The 0.55 per cent Gross Domestic Product (GDP) growth rate, which pulled Nigeria out of its 15-month recession, is still fragile, the Monetary Policy Committee (MPC) of the Central Bank of Nigeria (CBN) said on Tuesday.

The CBN governor, Godwin Emefiele, made this disclosure when he read the resolution of the committee following its two-day meeting on monetary policy review.

Emefiele further said that while the MPC discovered that the recovery from recession was still fragile, it noted that the fragility of the growth “makes it imperative to allow more time to make appropriate complementary policy decision to strengthening the recovery.”

He said that the committee was hopeful that the active implementation of the 2017 budget could boost aggregate demand and employment.
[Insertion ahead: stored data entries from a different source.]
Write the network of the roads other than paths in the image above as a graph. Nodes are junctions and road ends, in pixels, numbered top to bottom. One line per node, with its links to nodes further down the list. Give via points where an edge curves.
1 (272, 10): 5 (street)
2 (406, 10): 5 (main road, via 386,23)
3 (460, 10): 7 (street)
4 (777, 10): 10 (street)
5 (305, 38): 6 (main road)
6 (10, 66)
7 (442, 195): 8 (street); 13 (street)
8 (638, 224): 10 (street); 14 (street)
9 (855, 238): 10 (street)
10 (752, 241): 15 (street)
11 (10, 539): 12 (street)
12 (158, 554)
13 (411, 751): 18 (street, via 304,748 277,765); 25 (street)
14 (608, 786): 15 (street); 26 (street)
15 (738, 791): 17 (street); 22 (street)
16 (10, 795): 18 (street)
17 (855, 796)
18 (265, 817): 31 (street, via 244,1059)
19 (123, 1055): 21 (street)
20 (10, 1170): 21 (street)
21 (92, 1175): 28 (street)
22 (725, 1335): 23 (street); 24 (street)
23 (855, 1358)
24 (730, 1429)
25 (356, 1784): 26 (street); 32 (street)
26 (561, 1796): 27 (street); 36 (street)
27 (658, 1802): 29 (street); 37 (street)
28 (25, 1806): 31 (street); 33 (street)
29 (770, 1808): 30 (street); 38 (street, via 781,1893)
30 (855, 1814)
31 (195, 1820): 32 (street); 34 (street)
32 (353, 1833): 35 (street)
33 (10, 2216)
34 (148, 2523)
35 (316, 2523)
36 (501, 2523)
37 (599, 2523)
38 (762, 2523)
He added that MPC’s believe on the need to boost aggregate demand and stimulate growth, was a major reason it concluded not to tinker with the monetary policy rates.

According to Emefiele, of the seven members of the MPC in attendance at the meeting, six voted for the retention of all rates, while only one of them voted for the easing of the lending rate.

Consequently, the Monetary Policy Rate was retained at 14 per cent, while the Cash Reserve Ratio was also retained at 22.5 per cent and Liquidity Ratio at 30 per cent.

The committee, which has been holding the rates since July 2016, further retained Asymmetric corridor at +200 and -500 basis points around the MPR.

Justifying why the rates were retained, the CBN governor said that the committee believed that the effect of fiscal policy action towards stimulating the economy has already started manifesting as apparent in the exit of the economy from the 15-month recession.

“The committee applauded the exit of the Nigerian economy from recession but observed that the growth remains fragile and, therefore, hopes that complementary fiscal and monetary policies will sustain the growth momentum. Although, it seems fragile, the fragility of the growth makes it imperative to allow more time to make appropriate complementary policy decision to strengthening the recovery.

“Secondly, the committee was of the view that economic activities would become clearer between now and the first quarter of 2018 when growth is expected to have sufficiently strengthened.

“The most compelling argument for a hold was to achieve more clarity in the evolution of key macro economy indicators, including budget implementation, economic recovery, exchange rate, inflation and employment generation,” Emefiele said.

On worries expressed by one of the MPC members, Adedoyin Salami, over the rise in the CBN’s financing of the government, which according to him was limiting private sector access to credit, Emefiele said that the apex bank had not over-funded the activities of government.

In a communiqué no. 114, Salami had argued that the monetary data showed a sharp rise in the extent of the CBN financing of the Federal Government’s 2016 deficit.

He added that the CBN had become a “piggy bank” in which over N1.5 trillion had been moved to service debt as of April 2017 from N3 billion at the end of 2016.

But the CBN governor said in his reply, “Let me state categorically that the CBN has not over-funded the Federal Government. The Federal Government, on its own, decided that all its funds, both in local and foreign currencies should be moved to the Central Bank of Nigeria, into the Treasury Single Account.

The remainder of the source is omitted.